§ Your goal
Please restate the data that follows, leaving every word in place.

◆ ◆ ◆

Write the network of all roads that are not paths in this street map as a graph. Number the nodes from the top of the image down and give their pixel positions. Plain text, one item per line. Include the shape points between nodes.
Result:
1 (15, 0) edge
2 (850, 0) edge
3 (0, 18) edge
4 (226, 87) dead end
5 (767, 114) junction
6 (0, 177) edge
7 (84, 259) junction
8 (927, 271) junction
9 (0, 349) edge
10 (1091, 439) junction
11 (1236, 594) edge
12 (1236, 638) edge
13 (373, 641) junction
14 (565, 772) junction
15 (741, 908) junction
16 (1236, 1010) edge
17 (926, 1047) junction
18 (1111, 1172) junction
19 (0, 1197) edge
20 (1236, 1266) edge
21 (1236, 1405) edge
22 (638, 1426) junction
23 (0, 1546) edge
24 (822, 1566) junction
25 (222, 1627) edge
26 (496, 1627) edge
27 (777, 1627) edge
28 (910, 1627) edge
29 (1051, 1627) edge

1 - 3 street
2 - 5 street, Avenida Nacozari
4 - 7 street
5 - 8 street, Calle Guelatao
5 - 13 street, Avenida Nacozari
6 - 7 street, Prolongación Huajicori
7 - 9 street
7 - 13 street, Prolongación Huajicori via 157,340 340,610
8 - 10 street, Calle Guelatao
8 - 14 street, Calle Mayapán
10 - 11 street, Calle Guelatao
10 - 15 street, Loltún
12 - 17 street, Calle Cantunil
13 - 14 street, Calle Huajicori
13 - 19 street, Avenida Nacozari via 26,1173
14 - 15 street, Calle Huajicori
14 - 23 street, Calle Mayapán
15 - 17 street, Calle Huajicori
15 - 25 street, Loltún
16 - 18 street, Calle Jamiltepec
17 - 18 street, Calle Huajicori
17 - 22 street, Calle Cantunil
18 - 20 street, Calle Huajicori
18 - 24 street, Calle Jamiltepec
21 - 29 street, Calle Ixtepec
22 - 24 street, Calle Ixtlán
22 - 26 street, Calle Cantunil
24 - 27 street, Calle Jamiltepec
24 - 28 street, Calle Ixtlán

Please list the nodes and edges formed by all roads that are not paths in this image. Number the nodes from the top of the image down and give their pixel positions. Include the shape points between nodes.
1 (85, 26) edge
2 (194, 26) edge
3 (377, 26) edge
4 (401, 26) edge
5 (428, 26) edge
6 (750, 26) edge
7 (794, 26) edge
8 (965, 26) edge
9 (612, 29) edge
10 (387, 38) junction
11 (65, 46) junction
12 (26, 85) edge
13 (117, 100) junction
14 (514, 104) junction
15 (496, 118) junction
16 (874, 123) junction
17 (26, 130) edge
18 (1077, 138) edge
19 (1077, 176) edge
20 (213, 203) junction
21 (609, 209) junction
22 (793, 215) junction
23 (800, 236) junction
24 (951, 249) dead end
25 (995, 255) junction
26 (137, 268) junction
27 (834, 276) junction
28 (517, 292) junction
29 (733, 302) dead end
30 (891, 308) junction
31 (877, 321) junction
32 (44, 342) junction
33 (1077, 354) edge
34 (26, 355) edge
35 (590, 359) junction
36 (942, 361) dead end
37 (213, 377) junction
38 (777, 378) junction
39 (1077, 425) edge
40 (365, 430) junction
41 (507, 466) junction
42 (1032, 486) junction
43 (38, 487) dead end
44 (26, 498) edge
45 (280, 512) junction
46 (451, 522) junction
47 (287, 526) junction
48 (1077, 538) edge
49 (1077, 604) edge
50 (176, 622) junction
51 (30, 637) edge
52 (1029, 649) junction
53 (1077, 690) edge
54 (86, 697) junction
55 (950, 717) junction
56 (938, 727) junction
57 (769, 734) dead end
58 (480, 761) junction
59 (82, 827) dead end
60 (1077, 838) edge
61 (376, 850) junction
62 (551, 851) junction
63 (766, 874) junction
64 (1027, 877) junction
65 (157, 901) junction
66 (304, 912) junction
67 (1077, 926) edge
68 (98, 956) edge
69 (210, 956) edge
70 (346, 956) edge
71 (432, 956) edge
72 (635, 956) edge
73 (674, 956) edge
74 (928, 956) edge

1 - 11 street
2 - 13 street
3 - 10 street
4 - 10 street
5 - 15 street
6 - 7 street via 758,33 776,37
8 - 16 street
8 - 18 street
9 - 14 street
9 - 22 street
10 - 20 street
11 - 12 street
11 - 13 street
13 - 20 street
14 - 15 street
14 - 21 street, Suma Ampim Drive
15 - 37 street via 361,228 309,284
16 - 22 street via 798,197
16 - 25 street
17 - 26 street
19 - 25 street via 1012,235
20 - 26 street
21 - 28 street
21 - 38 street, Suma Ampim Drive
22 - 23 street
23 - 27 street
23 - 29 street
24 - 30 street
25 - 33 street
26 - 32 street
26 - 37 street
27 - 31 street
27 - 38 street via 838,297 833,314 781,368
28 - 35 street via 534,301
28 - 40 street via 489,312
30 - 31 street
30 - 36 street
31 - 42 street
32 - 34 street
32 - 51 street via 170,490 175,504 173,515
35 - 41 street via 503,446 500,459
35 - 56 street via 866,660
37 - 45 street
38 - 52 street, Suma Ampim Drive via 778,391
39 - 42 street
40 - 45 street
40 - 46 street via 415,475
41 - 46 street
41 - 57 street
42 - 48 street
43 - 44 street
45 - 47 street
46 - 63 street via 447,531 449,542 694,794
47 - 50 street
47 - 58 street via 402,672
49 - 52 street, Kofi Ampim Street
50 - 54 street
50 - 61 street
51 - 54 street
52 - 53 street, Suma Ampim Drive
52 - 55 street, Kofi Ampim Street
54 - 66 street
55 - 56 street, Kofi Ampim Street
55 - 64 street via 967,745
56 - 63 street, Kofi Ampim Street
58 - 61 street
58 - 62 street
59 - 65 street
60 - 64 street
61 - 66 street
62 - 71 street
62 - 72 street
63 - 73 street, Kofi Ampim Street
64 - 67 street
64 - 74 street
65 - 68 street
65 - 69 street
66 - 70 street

◆ ◆ ◆

§ Expected answer
Write the network of all roads that are not paths in this street map as a graph. Number the nodes from the top of the image down and give their pixel positions. Plain text, one item per line. Include the shape points between nodes.
Result:
1 (15, 0) edge
2 (850, 0) edge
3 (0, 18) edge
4 (226, 87) dead end
5 (767, 114) junction
6 (0, 177) edge
7 (84, 259) junction
8 (927, 271) junction
9 (0, 349) edge
10 (1091, 439) junction
11 (1236, 594) edge
12 (1236, 638) edge
13 (373, 641) junction
14 (565, 772) junction
15 (741, 908) junction
16 (1236, 1010) edge
17 (926, 1047) junction
18 (1111, 1172) junction
19 (0, 1197) edge
20 (1236, 1266) edge
21 (1236, 1405) edge
22 (638, 1426) junction
23 (0, 1546) edge
24 (822, 1566) junction
25 (222, 1627) edge
26 (496, 1627) edge
27 (777, 1627) edge
28 (910, 1627) edge
29 (1051, 1627) edge

1 - 3 street
2 - 5 street, Avenida Nacozari
4 - 7 street
5 - 8 street, Calle Guelatao
5 - 13 street, Avenida Nacozari
6 - 7 street, Prolongación Huajicori
7 - 9 street
7 - 13 street, Prolongación Huajicori via 157,340 340,610
8 - 10 street, Calle Guelatao
8 - 14 street, Calle Mayapán
10 - 11 street, Calle Guelatao
10 - 15 street, Loltún
12 - 17 street, Calle Cantunil
13 - 14 street, Calle Huajicori
13 - 19 street, Avenida Nacozari via 26,1173
14 - 15 street, Calle Huajicori
14 - 23 street, Calle Mayapán
15 - 17 street, Calle Huajicori
15 - 25 street, Loltún
16 - 18 street, Calle Jamiltepec
17 - 18 street, Calle Huajicori
17 - 22 street, Calle Cantunil
18 - 20 street, Calle Huajicori
18 - 24 street, Calle Jamiltepec
21 - 29 street, Calle Ixtepec
22 - 24 street, Calle Ixtlán
22 - 26 street, Calle Cantunil
24 - 27 street, Calle Jamiltepec
24 - 28 street, Calle Ixtlán

Please list the nodes and edges formed by all roads that are not paths in this image. Number the nodes from the top of the image down and give their pixel positions. Include the shape points between nodes.
1 (85, 26) edge
2 (194, 26) edge
3 (377, 26) edge
4 (401, 26) edge
5 (428, 26) edge
6 (750, 26) edge
7 (794, 26) edge
8 (965, 26) edge
9 (612, 29) edge
10 (387, 38) junction
11 (65, 46) junction
12 (26, 85) edge
13 (117, 100) junction
14 (514, 104) junction
15 (496, 118) junction
16 (874, 123) junction
17 (26, 130) edge
18 (1077, 138) edge
19 (1077, 176) edge
20 (213, 203) junction
21 (609, 209) junction
22 (793, 215) junction
23 (800, 236) junction
24 (951, 249) dead end
25 (995, 255) junction
26 (137, 268) junction
27 (834, 276) junction
28 (517, 292) junction
29 (733, 302) dead end
30 (891, 308) junction
31 (877, 321) junction
32 (44, 342) junction
33 (1077, 354) edge
34 (26, 355) edge
35 (590, 359) junction
36 (942, 361) dead end
37 (213, 377) junction
38 (777, 378) junction
39 (1077, 425) edge
40 (365, 430) junction
41 (507, 466) junction
42 (1032, 486) junction
43 (38, 487) dead end
44 (26, 498) edge
45 (280, 512) junction
46 (451, 522) junction
47 (287, 526) junction
48 (1077, 538) edge
49 (1077, 604) edge
50 (176, 622) junction
51 (30, 637) edge
52 (1029, 649) junction
53 (1077, 690) edge
54 (86, 697) junction
55 (950, 717) junction
56 (938, 727) junction
57 (769, 734) dead end
58 (480, 761) junction
59 (82, 827) dead end
60 (1077, 838) edge
61 (376, 850) junction
62 (551, 851) junction
63 (766, 874) junction
64 (1027, 877) junction
65 (157, 901) junction
66 (304, 912) junction
67 (1077, 926) edge
68 (98, 956) edge
69 (210, 956) edge
70 (346, 956) edge
71 (432, 956) edge
72 (635, 956) edge
73 (674, 956) edge
74 (928, 956) edge

1 - 11 street
2 - 13 street
3 - 10 street
4 - 10 street
5 - 15 street
6 - 7 street via 758,33 776,37
8 - 16 street
8 - 18 street
9 - 14 street
9 - 22 street
10 - 20 street
11 - 12 street
11 - 13 street
13 - 20 street
14 - 15 street
14 - 21 street, Suma Ampim Drive
15 - 37 street via 361,228 309,284
16 - 22 street via 798,197
16 - 25 street
17 - 26 street
19 - 25 street via 1012,235
20 - 26 street
21 - 28 street
21 - 38 street, Suma Ampim Drive
22 - 23 street
23 - 27 street
23 - 29 street
24 - 30 street
25 - 33 street
26 - 32 street
26 - 37 street
27 - 31 street
27 - 38 street via 838,297 833,314 781,368
28 - 35 street via 534,301
28 - 40 street via 489,312
30 - 31 street
30 - 36 street
31 - 42 street
32 - 34 street
32 - 51 street via 170,490 175,504 173,515
35 - 41 street via 503,446 500,459
35 - 56 street via 866,660
37 - 45 street
38 - 52 street, Suma Ampim Drive via 778,391
39 - 42 street
40 - 45 street
40 - 46 street via 415,475
41 - 46 street
41 - 57 street
42 - 48 street
43 - 44 street
45 - 47 street
46 - 63 street via 447,531 449,542 694,794
47 - 50 street
47 - 58 street via 402,672
49 - 52 street, Kofi Ampim Street
50 - 54 street
50 - 61 street
51 - 54 street
52 - 53 street, Suma Ampim Drive
52 - 55 street, Kofi Ampim Street
54 - 66 street
55 - 56 street, Kofi Ampim Street
55 - 64 street via 967,745
56 - 63 street, Kofi Ampim Street
58 - 61 street
58 - 62 street
59 - 65 street
60 - 64 street
61 - 66 street
62 - 71 street
62 - 72 street
63 - 73 street, Kofi Ampim Street
64 - 67 street
64 - 74 street
65 - 68 street
65 - 69 street
66 - 70 street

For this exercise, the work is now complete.